ABSTRACT
Among mineral commodities of the world, hard coal is extracted in the highest amount (USGS, 2005). Coal is the most important global energy source, providing 26% of the world’s primary energy and 41% of electricity. The top and continuously growing hard coal producer is China with 2549 Mt in 2007, while Poland with declining annual output of 90 Mt holds the eighth position among coal producers, being the biggest hard coal producer in European Union (WCI 2008). The amount of wastes generated and their characteristics depend both on the geologic conditions in the mining area, and on the method of coal extraction. Mechanized mining with shearers results in generation of 30-50% waste with respect to coal output. In Poland, coal mining waste is the largest type bulk waste. In 2007, 39.3 Mt was generated, while 587.5 Mt was stored at dumps (GUS 2008). High extent of coal mining waste re-use, mostly as common fill in engineering construction and for residual coal extraction by physical methods is associated with the re-mining of existing waste dumps and re-deposition of rock material in different conditions that significantly alters pollutants generation, mobilization and migration processes in waste, and adversely affects the aquatic environment, in particular groundwater.
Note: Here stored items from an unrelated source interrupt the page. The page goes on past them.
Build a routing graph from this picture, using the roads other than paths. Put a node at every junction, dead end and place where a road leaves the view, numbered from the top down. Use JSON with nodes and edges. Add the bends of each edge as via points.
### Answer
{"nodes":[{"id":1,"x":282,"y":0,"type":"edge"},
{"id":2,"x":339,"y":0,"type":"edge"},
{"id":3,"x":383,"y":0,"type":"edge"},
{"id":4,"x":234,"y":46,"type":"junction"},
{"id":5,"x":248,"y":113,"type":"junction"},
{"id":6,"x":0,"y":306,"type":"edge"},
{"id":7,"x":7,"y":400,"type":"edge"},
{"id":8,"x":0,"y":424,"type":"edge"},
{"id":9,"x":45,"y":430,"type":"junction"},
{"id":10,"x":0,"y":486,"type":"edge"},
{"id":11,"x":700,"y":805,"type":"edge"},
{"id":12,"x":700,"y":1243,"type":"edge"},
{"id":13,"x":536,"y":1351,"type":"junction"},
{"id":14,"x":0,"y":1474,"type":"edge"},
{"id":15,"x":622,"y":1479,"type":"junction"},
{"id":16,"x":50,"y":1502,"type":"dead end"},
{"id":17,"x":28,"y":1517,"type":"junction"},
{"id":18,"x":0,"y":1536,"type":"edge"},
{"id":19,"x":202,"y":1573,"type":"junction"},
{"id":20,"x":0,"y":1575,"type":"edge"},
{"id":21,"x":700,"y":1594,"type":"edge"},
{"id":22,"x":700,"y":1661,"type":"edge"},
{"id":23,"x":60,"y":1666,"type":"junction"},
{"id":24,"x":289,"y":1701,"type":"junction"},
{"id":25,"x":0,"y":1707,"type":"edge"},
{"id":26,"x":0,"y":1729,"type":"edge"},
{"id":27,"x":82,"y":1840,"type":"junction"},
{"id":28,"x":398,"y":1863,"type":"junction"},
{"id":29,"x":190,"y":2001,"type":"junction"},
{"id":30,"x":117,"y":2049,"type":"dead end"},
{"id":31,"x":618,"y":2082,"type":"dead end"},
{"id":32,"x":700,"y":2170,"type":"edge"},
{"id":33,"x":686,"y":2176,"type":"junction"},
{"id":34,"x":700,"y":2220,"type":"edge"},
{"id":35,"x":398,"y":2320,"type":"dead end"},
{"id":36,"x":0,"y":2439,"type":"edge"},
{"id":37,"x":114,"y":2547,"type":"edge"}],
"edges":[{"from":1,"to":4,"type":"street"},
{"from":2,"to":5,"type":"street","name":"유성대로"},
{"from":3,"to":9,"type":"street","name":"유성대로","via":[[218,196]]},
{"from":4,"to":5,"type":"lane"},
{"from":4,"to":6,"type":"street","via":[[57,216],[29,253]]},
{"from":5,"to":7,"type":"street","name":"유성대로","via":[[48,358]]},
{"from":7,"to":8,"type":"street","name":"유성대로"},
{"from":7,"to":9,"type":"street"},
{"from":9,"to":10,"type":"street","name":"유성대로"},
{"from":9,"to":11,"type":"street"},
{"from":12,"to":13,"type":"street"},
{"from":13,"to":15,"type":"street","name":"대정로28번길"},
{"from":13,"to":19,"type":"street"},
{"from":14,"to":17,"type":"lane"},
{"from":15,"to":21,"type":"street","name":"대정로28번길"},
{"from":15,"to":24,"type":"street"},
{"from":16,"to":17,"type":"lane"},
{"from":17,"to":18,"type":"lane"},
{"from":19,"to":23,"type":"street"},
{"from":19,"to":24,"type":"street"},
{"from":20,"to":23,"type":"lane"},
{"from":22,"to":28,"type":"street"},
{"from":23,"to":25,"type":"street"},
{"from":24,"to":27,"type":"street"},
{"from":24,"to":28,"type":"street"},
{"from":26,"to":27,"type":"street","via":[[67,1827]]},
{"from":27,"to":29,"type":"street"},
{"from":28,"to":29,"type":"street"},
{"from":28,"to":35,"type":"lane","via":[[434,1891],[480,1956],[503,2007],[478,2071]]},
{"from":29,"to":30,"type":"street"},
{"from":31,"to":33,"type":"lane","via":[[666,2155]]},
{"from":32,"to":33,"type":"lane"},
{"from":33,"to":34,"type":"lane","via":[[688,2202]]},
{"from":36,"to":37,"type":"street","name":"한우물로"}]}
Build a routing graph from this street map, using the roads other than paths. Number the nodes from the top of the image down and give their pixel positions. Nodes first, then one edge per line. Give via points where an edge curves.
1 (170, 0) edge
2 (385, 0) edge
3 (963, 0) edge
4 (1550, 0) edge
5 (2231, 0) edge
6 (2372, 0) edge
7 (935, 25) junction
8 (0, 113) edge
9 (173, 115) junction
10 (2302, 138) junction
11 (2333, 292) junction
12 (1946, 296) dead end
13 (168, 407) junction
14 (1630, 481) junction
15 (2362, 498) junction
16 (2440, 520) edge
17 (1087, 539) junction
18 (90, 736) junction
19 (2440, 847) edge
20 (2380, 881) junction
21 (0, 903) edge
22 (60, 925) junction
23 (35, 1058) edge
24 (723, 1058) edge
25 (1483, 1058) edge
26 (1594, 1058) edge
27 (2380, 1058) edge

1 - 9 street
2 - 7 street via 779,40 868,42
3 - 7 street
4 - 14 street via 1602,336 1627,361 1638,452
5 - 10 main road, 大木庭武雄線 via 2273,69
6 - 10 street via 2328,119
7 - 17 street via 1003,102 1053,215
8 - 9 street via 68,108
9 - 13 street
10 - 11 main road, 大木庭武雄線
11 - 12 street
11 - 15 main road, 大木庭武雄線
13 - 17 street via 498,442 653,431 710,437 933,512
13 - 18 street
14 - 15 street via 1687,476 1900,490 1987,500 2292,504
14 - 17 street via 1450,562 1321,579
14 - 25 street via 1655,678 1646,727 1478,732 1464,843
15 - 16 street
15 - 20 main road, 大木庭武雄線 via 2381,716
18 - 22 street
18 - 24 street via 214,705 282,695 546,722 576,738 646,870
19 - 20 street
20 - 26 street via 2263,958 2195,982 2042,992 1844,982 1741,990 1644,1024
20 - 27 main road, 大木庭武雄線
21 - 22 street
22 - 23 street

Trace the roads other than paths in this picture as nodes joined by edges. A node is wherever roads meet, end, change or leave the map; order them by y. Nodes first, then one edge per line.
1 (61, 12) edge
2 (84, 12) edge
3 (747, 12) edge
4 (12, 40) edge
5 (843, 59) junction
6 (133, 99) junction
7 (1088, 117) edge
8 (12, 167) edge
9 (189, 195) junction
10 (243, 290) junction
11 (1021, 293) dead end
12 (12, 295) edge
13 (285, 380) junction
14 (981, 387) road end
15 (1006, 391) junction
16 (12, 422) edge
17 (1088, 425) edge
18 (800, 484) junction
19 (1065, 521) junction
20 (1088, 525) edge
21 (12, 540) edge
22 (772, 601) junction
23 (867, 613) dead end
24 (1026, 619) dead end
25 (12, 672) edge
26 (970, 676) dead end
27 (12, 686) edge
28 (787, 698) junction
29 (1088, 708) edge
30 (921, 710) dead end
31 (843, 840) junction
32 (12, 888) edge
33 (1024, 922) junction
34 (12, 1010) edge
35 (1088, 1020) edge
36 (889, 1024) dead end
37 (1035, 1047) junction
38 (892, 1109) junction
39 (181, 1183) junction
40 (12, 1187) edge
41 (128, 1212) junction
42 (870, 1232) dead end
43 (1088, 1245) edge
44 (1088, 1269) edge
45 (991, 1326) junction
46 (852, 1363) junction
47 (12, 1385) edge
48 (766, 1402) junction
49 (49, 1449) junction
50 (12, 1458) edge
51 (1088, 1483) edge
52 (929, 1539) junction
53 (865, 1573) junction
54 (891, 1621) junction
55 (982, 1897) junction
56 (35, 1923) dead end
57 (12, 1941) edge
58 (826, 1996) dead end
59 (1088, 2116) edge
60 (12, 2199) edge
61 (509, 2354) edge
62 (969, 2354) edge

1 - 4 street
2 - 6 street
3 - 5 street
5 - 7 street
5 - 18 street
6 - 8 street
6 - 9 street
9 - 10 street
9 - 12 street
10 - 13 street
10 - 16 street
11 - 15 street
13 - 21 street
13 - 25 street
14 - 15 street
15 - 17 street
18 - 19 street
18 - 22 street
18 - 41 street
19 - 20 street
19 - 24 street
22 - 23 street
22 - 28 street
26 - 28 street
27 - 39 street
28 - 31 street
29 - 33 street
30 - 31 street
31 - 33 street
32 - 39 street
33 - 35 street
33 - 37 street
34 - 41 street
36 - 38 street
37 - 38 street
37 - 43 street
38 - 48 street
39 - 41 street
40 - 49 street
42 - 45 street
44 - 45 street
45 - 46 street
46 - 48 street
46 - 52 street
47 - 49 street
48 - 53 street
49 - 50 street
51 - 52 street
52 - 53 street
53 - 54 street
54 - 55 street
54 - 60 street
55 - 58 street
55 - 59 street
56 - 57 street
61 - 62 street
Long-term observations in the local ground-and surface water monitoring networks and porewater analysis along the profiles of the re-mined waste dumps, among them the one of the Anna coal mine in Bukow, Poland, showed that coal re-extraction process induces significant alteration in the hydrogeochemical profiles of the dump. A considerable intensification of sulfide decomposition
and sulfate and acidity generation along the profile of a re-disposed layer was observed, at the simultaneous increase of carbonate mineral buffering effect due to increase of their exposure extent, up to the neutralization of the previously acidic mineral. This process was called “waste activation” that resulted from the increase of exposure surface of both acidifying and buffering compounds. It should be anticipated that the observed restoration of the material buffering is only temporary (Szczepan´ska & Twardowska 2004). Redisposed material, besides alteration of distribution and concentration of dissolved constituents in pore solution along the vertical profile of a waste layer, shows also a considerable increase of infiltration water flow rate in the first year of re-disposal and a general increase of contaminant loads, mostly of sulfates, and of iron and manganese migration to the groundwater.